Monday, August 5, 2024

Of Lists and the Dismal Science


 

I was walking Charlie Sunday morning around 8 a.m. (before the solar cauldron that is Texas in August overwhelms my poor friend in his fur coat) and I listened to a short video on, of all things, how to make a reading list.


Hey! I’m quite familiar with that.


In 2012 I made a list of Civil War books to read, and during Covid I made a list of WW II books to read. (I chose WW II because it kinda mirrored the scary uncertainty of that first Wu Flu month, but in the end the good guys won.) To date I’ve read 38 Civil War and 40 WW II books, following my reading plans loosely and flexibly.


In 2013 I spent the first five months reading through SF author Philip Jose Farmer’s bibliography, wading my way through fourteen of his works. The next year I read through an H. P. Lovecraft omnibus of 23 lesser and major tales. I’ve done similar excursions with theologian Derek Prince, SF author Robert Silverberg (who I enjoyed much more than Farmer), and eight of thirteen novels from English writer Bernard Cornwell’s Napoleonic saga.


Anyway, I was interested in this YouTuber’s take. He was using “Economics” as an example – how to create a reading list for the beginner in the field of economics.


This got me thinking. To me, economics literally is “the dismal science.” I took Micro and Macro 101 at Rutgers eons ago. I despised the in-the-trenches Micro but only mildly hated the birds-eye-view Macro. Later, at night school, I had to take one or the other again, and I have no memory of the course or my feelings towards it (but I doubt it changed). Back in 2016 when I took a little training course to be a tax preparer for H&R Block, I read a couple of books in the subject, emphasizing taxes, and somewhat sorta enjoyed it. The section on the National Economy of Thomas Sowell’s Basic Economics was tolerable, but that could be due to Sowell’s skills as a writer and teacher.

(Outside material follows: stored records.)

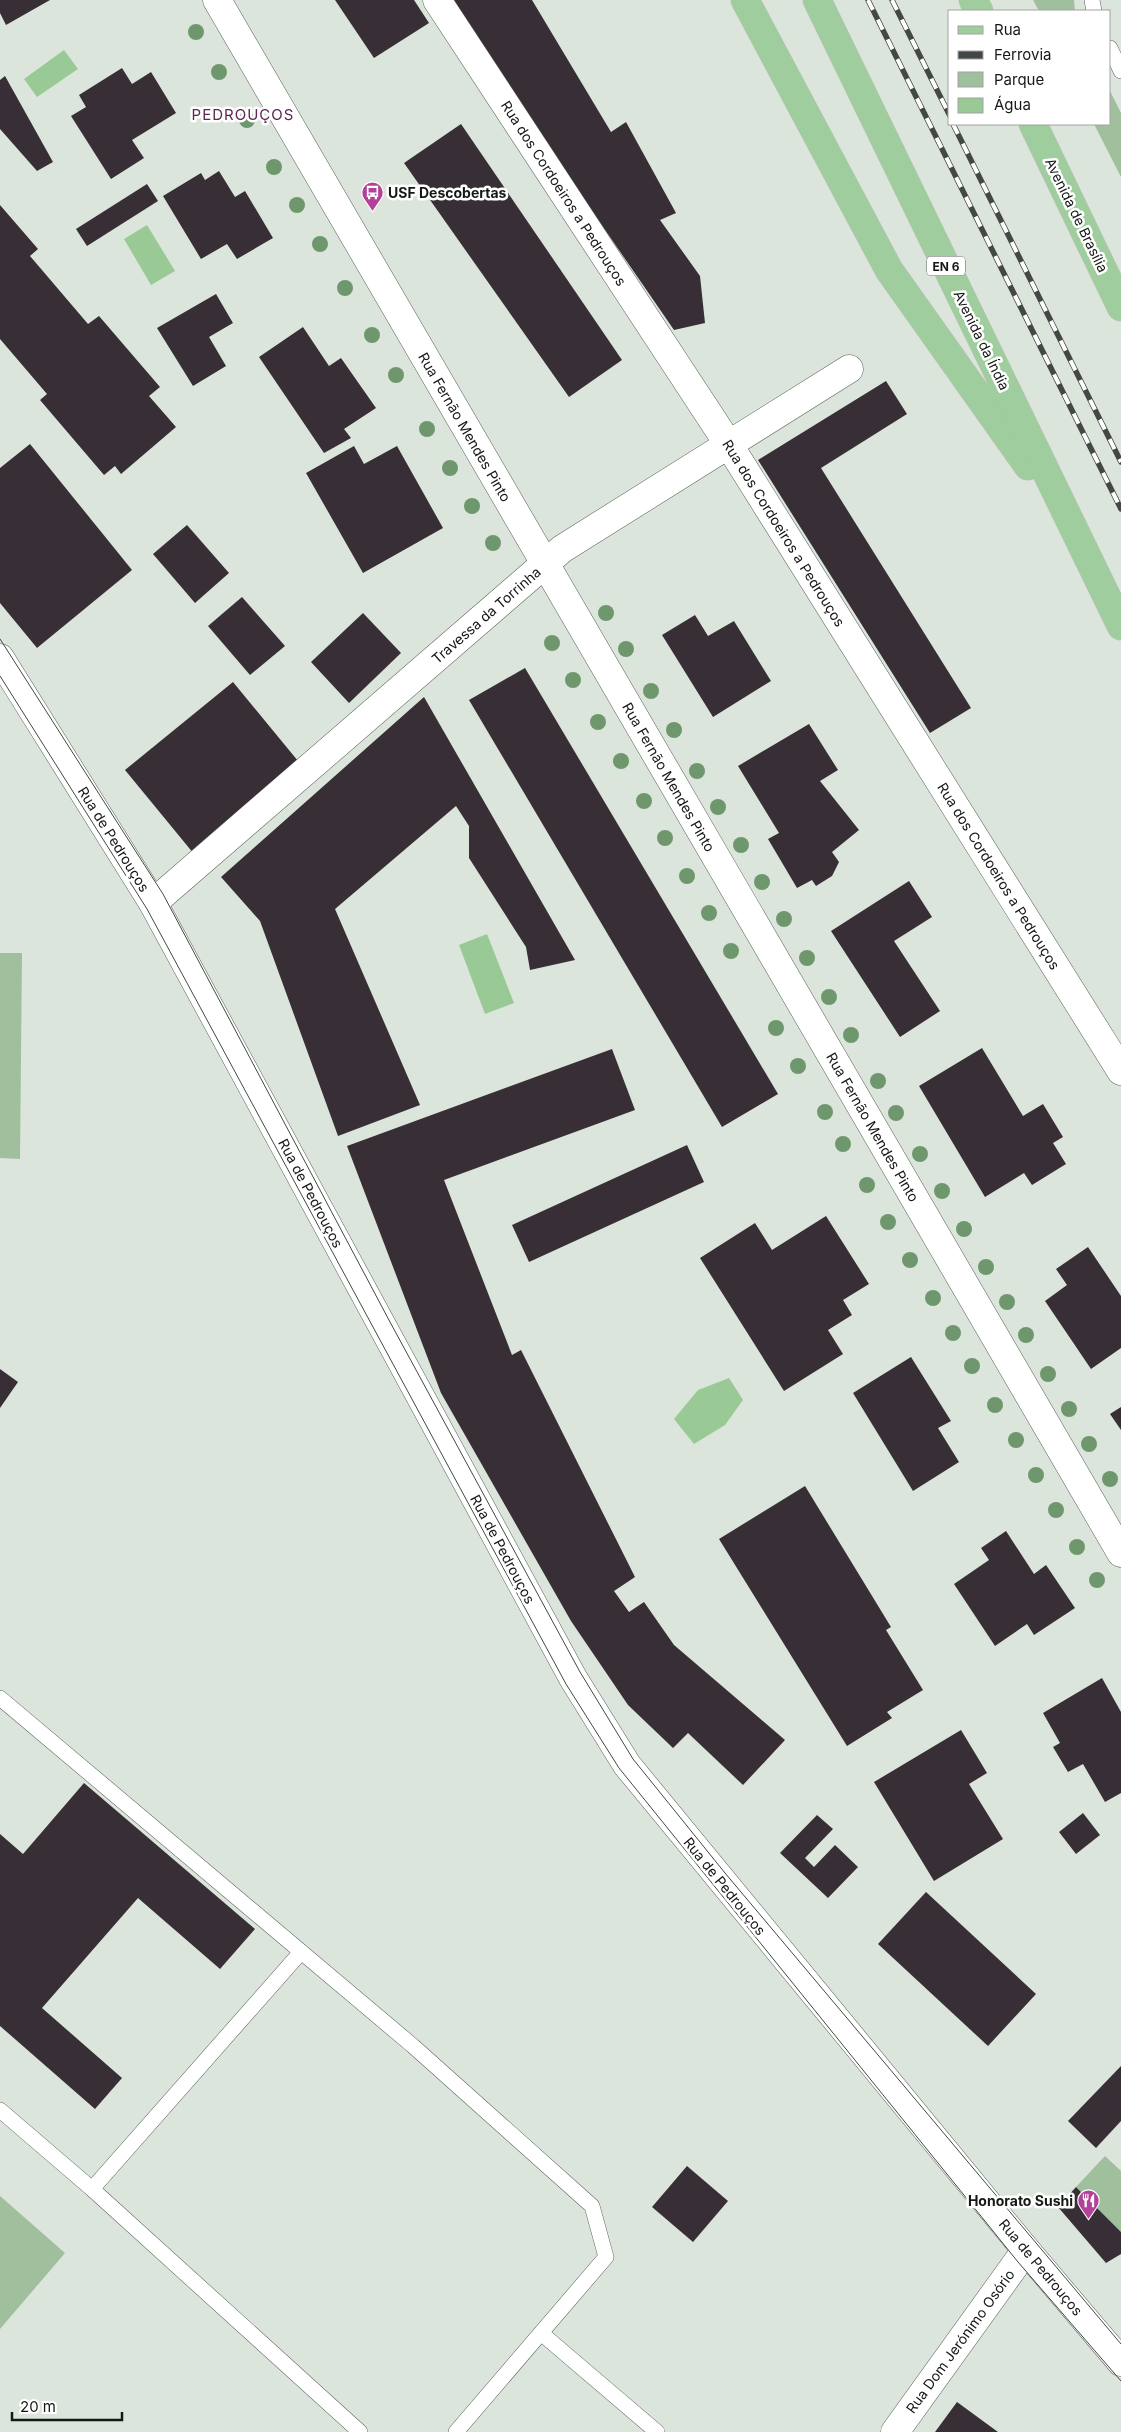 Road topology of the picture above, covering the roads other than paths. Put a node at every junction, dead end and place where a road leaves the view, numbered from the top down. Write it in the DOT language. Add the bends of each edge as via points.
graph roads {
  1 [pos="217,0"];
  2 [pos="437,0"];
  3 [pos="745,0"];
  4 [pos="817,0"];
  5 [pos="1111,50"];
  6 [pos="1121,71"];
  7 [pos="1033,125"];
  8 [pos="1121,307"];
  9 [pos="849,369"];
  10 [pos="729,445"];
  11 [pos="1074,532"];
  12 [pos="544,564"];
  13 [pos="1121,626"];
  14 [pos="0,659"];
  15 [pos="154,903"];
  16 [pos="1121,1071"];
  17 [pos="1121,1553"];
  18 [pos="0,1698"];
  19 [pos="302,1952"];
  20 [pos="0,2110"];
  21 [pos="92,2189"];
  22 [pos="1026,2250"];
  23 [pos="541,2333"];
  24 [pos="1121,2362"];
  25 [pos="360,2432"];
  26 [pos="456,2432"];
  27 [pos="657,2432"];
  28 [pos="895,2432"];
  1 -- 12 [label="street, Rua Fernão Mendes Pinto"];
  2 -- 10 [label="street, Rua dos Cordoeiros a Pedrouços"];
  3 -- 11 [label="main road" via="889,270"];
  4 -- 11 [label="main road, Avenida da Índia / EN 6"];
  5 -- 6 [label="lane"];
  7 -- 8 [label="main road, Avenida de Brasília"];
  9 -- 10 [label="street, Travessa da Torrinha"];
  10 -- 12 [label="street, Travessa da Torrinha" via="562,549"];
  10 -- 16 [label="street, Rua dos Cordoeiros a Pedrouços"];
  11 -- 13 [label="main road, Avenida da Índia / EN 6"];
  12 -- 15 [label="street, Travessa da Torrinha"];
  12 -- 17 [label="street, Rua Fernão Mendes Pinto"];
  14 -- 15 [label="street, Rua de Pedrouços"];
  15 -- 22 [label="street, Rua de Pedrouços" via="573,1678 627,1765"];
  18 -- 19 [label="lane"];
  19 -- 21 [label="lane"];
  19 -- 23 [label="lane" via="592,2206 606,2257"];
  20 -- 21 [label="lane"];
  21 -- 25 [label="lane"];
  22 -- 24 [label="street, Rua de Pedrouços"];
  22 -- 28 [label="street, Rua Dom Jerónimo Osório"];
  23 -- 26 [label="lane"];
  23 -- 27 [label="lane"];
} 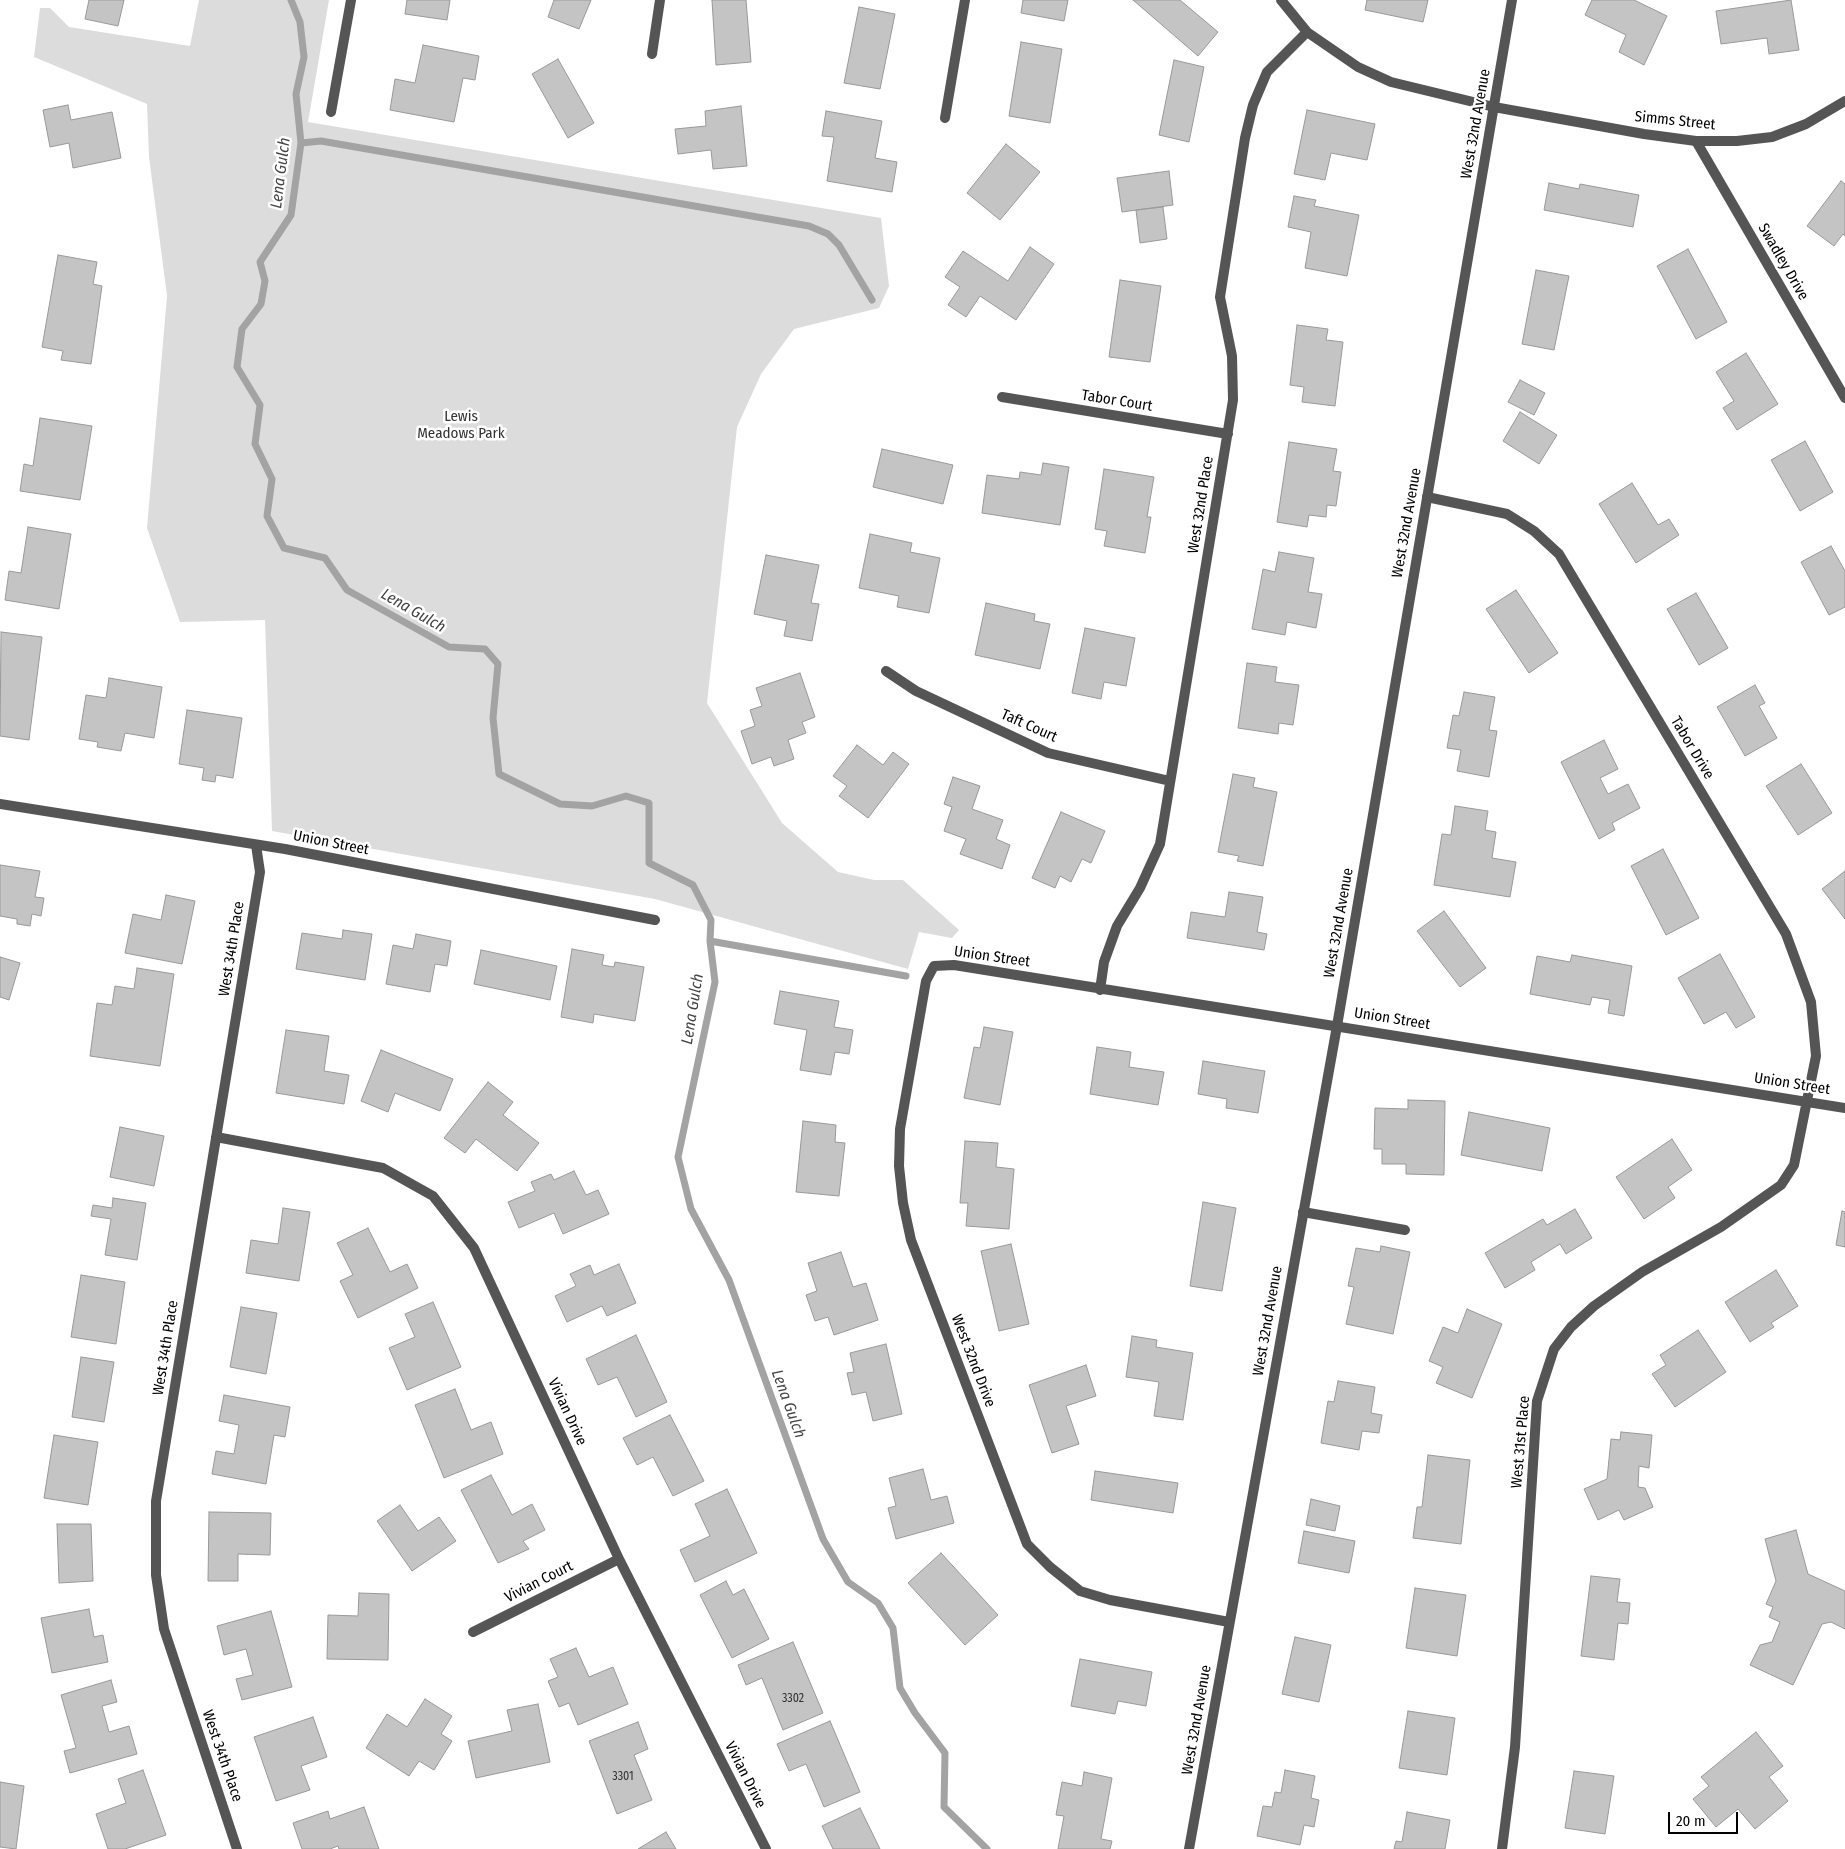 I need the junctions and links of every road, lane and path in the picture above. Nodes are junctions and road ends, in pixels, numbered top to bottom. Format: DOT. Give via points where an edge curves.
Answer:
graph roads {
  1 [pos="351,0"];
  2 [pos="660,0"];
  3 [pos="965,0"];
  4 [pos="1281,0"];
  5 [pos="1512,0"];
  6 [pos="1307,32"];
  7 [pos="652,54"];
  8 [pos="1845,101"];
  9 [pos="1494,107"];
  10 [pos="331,112"];
  11 [pos="945,118"];
  12 [pos="1696,141"];
  13 [pos="1002,397"];
  14 [pos="1845,398"];
  15 [pos="1228,434"];
  16 [pos="1427,497"];
  17 [pos="886,671"];
  18 [pos="1170,781"];
  19 [pos="0,804"];
  20 [pos="256,845"];
  21 [pos="655,920"];
  22 [pos="934,966"];
  23 [pos="1100,990"];
  24 [pos="1337,1026"];
  25 [pos="1807,1102"];
  26 [pos="1845,1108"];
  27 [pos="216,1136"];
  28 [pos="1303,1212"];
  29 [pos="1405,1230"];
  30 [pos="619,1559"];
  31 [pos="1229,1622"];
  32 [pos="473,1632"];
  33 [pos="237,1849"];
  34 [pos="766,1849"];
  35 [pos="1188,1849"];
  36 [pos="1502,1849"];
  1 -- 10 [label="street"];
  2 -- 7 [label="street"];
  3 -- 11 [label="street"];
  4 -- 6 [label="street, Simms Street"];
  5 -- 9 [label="street, West 32nd Avenue"];
  6 -- 9 [label="street, Simms Street" via="1358,68 1391,82"];
  6 -- 15 [label="street, West 32nd Place" via="1267,72 1253,104 1245,138 1220,296 1232,356"];
  8 -- 12 [label="street, Simms Street" via="1806,124 1772,136 1737,141"];
  9 -- 12 [label="street, Simms Street"];
  9 -- 16 [label="street, West 32nd Avenue"];
  12 -- 14 [label="street, Swadley Drive"];
  13 -- 15 [label="street, Tabor Court"];
  15 -- 18 [label="street, West 32nd Place"];
  16 -- 24 [label="street, West 32nd Avenue"];
  16 -- 25 [label="street, Tabor Drive" via="1506,514 1534,531 1559,554 1786,934 1811,1002 1816,1056"];
  17 -- 18 [label="street, Taft Court" via="916,691 1048,753"];
  18 -- 23 [label="street, West 32nd Place" via="1160,844 1140,888 1117,926 1104,962"];
  19 -- 20 [label="street, Union Street"];
  20 -- 21 [label="street, Union Street"];
  20 -- 27 [label="street, West 34th Place" via="260,872"];
  22 -- 23 [label="street, Union Street" via="954,965"];
  22 -- 31 [label="street, West 32nd Drive" via="926,981 900,1130 903,1203 911,1240 1027,1544 1080,1591 1110,1600"];
  23 -- 24 [label="street, Union Street"];
  24 -- 25 [label="street, Union Street"];
  24 -- 28 [label="street, West 32nd Avenue"];
  25 -- 26 [label="street, Union Street"];
  25 -- 36 [label="street, West 31st Place" via="1794,1165 1781,1185 1721,1227 1642,1272 1594,1306 1571,1327 1554,1350 1537,1401 1515,1747"];
  27 -- 30 [label="street, Vivian Drive" via="382,1168 433,1196 474,1248"];
  27 -- 33 [label="street, West 34th Place" via="156,1501 156,1575 164,1629"];
  28 -- 29 [label="street"];
  28 -- 31 [label="street, West 32nd Avenue"];
  30 -- 32 [label="street, Vivian Court"];
  30 -- 34 [label="street, Vivian Drive"];
  31 -- 35 [label="street, West 32nd Avenue"];
}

In my educated-but-not-specialized mind, economics is statistics mixed with Jeanne Dixon psychic fortune telling. Statistics can be bent, warped, twisted, and extorted to tell anything you want them to tell. Was it Mark Twain who said that thing about lies, damned lies, and statistics? And every economist seems to have his own agenda – an outcome or policy he wants to promote and propound that it’s almost worse than the free-for-all melee that it the history of philosophy. That guy Thomas Friedman, has he ever been right about anything? (Honestly, I don’t know, but I think I read a few things over the years about his less-than-stellar predictions that made me write the previous sentence.)


Hopper’s relationship with economics boils down to a handful of simple but intuitive aphorisms:

   

   * The more you tax something, the less you get. This applies to people’s earnings, too.


   * Trickle down economics work more often than it doesn’t (like, 60% of the time, depending on the state of the economy). Still, the best way to fire up the economy is to cut taxes.


   * The U.S. tax system screws the middle class – and by that I mean it does absolutely nothing to help grow it; it’s almost downright nasty to its millions of members.


   * The Democrats will mug you in broad daylight while the Republicans will only pickpocket you when you feel safest in a crowd.


   * The less government is involved in the economy, the better the economy will hum along.


   * Government programs NEVER go away.


   * The economy is a fragile spider web – one part snapping at the fringe can spell disaster to the entire latticework.

 

   * The government does not create jobs. Rich people with capital do.

 

   * Capitalism is the worst economic system devised by man – except for all the others.

 

   * Firms should only be interested in profit, not social engineering, not discrimination, not DEI, not pandering to (leftist) causes. When the GPS goes off of profit, you wind up in a lake with Michael Scott.

 

   * Stimulus checks have zero economic value.


   * Bubbles burst. When everyone’s talking about one thing, you’re in a bubble. Hear that, A.I.?

 

Sigh. Okay, I see what I just did to myself. Now I’m going to have to ride out the rest of the year working a reading list of books for people who hate economics but now feel the need to study the dismal science.